The tracking system in the vehicle is said to have been removed by the gangsters in a garage in Kenya. It was last tracked in Bungoma, eastern Kenya, on Sunday evening. Kenyan police detectives arrested Mr Aggrey Ochieng, a mechanic in a garage where the car was first worked on.
Sources said Mr Ochieng was arrested and he provided telephone contacts of the suspects which the detectives shared with Ugandan counterparts on Monday. Kenyan authorities also alerted the Ugandan security through a senior Ugandan police officer in Nairobi, who coordinated with his colleagues in Kampala.
Flying Squad operatives and Integrated Highway Patrol officers were deployed at the border points and bridges between Kenya and Kampala but could not trace the car.
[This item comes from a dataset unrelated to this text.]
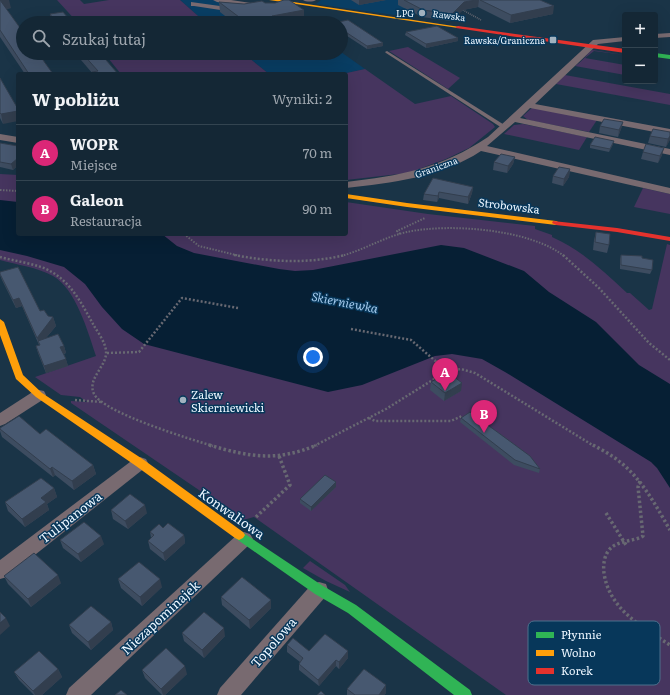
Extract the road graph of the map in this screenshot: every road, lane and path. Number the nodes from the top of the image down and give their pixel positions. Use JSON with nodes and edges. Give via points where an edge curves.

On Tuesday, Ugandan security agencies received contact of the suspect’s girlfriend who first denied any connection with the accused.
“Flying Squad operatives pressed her to cooperate and she finally gave in. So she telephoned the suspect and they had a normal chat as detectives listened in. She was told to ask for a meeting with him which the suspect accepted,” a police source said.
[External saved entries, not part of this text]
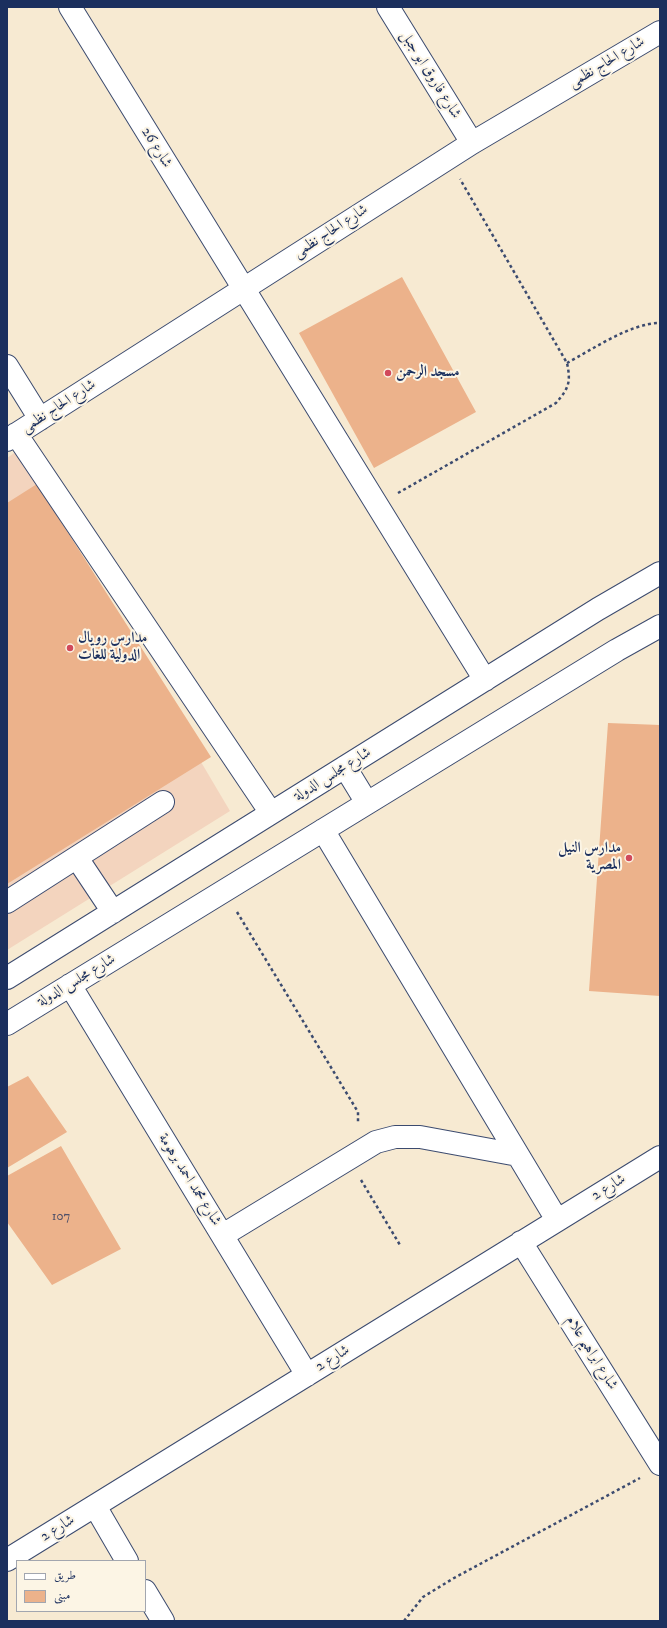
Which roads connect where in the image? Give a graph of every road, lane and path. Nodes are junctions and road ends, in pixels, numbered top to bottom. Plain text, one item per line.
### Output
1 (70, 7) edge
2 (388, 7) edge
3 (660, 32) edge
4 (472, 143) junction
5 (448, 158) junction
6 (243, 289) junction
7 (660, 323) edge
8 (567, 363) junction
9 (7, 366) edge
10 (40, 419) junction
11 (12, 437) edge
12 (377, 505) junction
13 (660, 573) edge
14 (660, 626) edge
15 (485, 680) junction
16 (345, 767) junction
17 (163, 802) dead end
18 (367, 803) junction
19 (271, 813) junction
20 (323, 830) junction
21 (77, 858) junction
22 (225, 891) junction
23 (7, 902) edge
24 (113, 912) junction
25 (7, 978) edge
26 (70, 985) junction
27 (7, 1024) edge
28 (355, 1128) dead end
29 (518, 1155) junction
30 (660, 1157) edge
31 (348, 1159) junction
32 (557, 1220) junction
33 (223, 1235) junction
34 (522, 1242) junction
35 (400, 1245) dead end
36 (307, 1375) junction
37 (653, 1469) edge
38 (95, 1506) junction
39 (7, 1560) edge
40 (126, 1560) edge
41 (146, 1593) edge
42 (162, 1621) edge
43 (404, 1621) edge

1 - 6 street, شارع 26
2 - 4 street, شارع فاروق ابو جبل
3 - 4 street, شارع الحاج نظمى
4 - 5 street, شارع الحاج نظمى
5 - 6 street, شارع الحاج نظمى
5 - 8 path
6 - 10 street, شارع الحاج نظمى
6 - 12 street, شارع 26
7 - 8 path
8 - 12 path
9 - 10 street
10 - 11 street, شارع الحاج نظمى
11 - 19 street
12 - 15 street, شارع 26
13 - 15 street, شارع مجلس الدولة
14 - 18 street, شارع مجلس الدولة
15 - 16 street, شارع مجلس الدولة
16 - 18 street
16 - 19 street, شارع مجلس الدولة
17 - 21 street
18 - 20 street, شارع مجلس الدولة
19 - 24 street, شارع مجلس الدولة
20 - 22 street, شارع مجلس الدولة
20 - 29 street
21 - 23 street
21 - 24 street
22 - 26 street, شارع مجلس الدولة
22 - 28 path
24 - 25 street, شارع مجلس الدولة
26 - 27 street, شارع مجلس الدولة
26 - 33 street, شارع محمد احمد برهومة
29 - 31 street
29 - 32 street
30 - 32 street, شارع 2
31 - 33 street
31 - 35 path
32 - 34 street, شارع 2
33 - 36 street, شارع محمد احمد برهومة
34 - 36 street, شارع 2
34 - 37 street, شارع ابراهيم علام
36 - 38 street, شارع 2
37 - 43 path
38 - 39 street, شارع 2
38 - 40 street
41 - 42 street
When the suspect reached Kampala, he went to Wandegeya and met the girlfriend. The police detectives acted fast and arrested him without a fight.
“He took our officers to the car. They searched it and found out that it had the exact match with the initials of the one they were looking for,” the police source said. After the arrest, the Flying Squad detectives released his girlfriend without any charge.
Details of what the suspect told Uganda police are still guarded to avoid alerting his accomplices. It was not readily established whether the suspect would be charged in Uganda or extradited for trial in Kenya where the offence was first committed.
Car robberies worry Kenya, Uganda police
A midst joint tracking systems put in place by Ugandan and Kenyan governments to crack down on vehicle theft in the two countries, stolen vehicles from Kenya continue to find their way in Uganda.
According to the Bukedi region police spokesperson, Mr Michael Odongo, most of the recovered vehicles are reportedly stolen from Kenya and smuggled to Uganda through customs while others use the porous borders of Malaba and Busia after dismantling the vehicles’ tracking systems.
He says since January, the number of Kenyan stolen vehicles recovered has increased, adding that the car robbers have started using advanced technologies to beat the systems installed by governments of the two countries.
Mr Odongo says most of the stolen vehicles are recovered before they are dismantled by robbers, adding that the majority of them are found hidden in garages or peoples’ homes.
He adds that all those arrested in Uganda in connection with the theft of cars in Kenya are Ugandans but they are believed to coordinate with their agents based in Kenya. He disclosed that since the beginning of 2014, they have so far recovered more than six vehicles.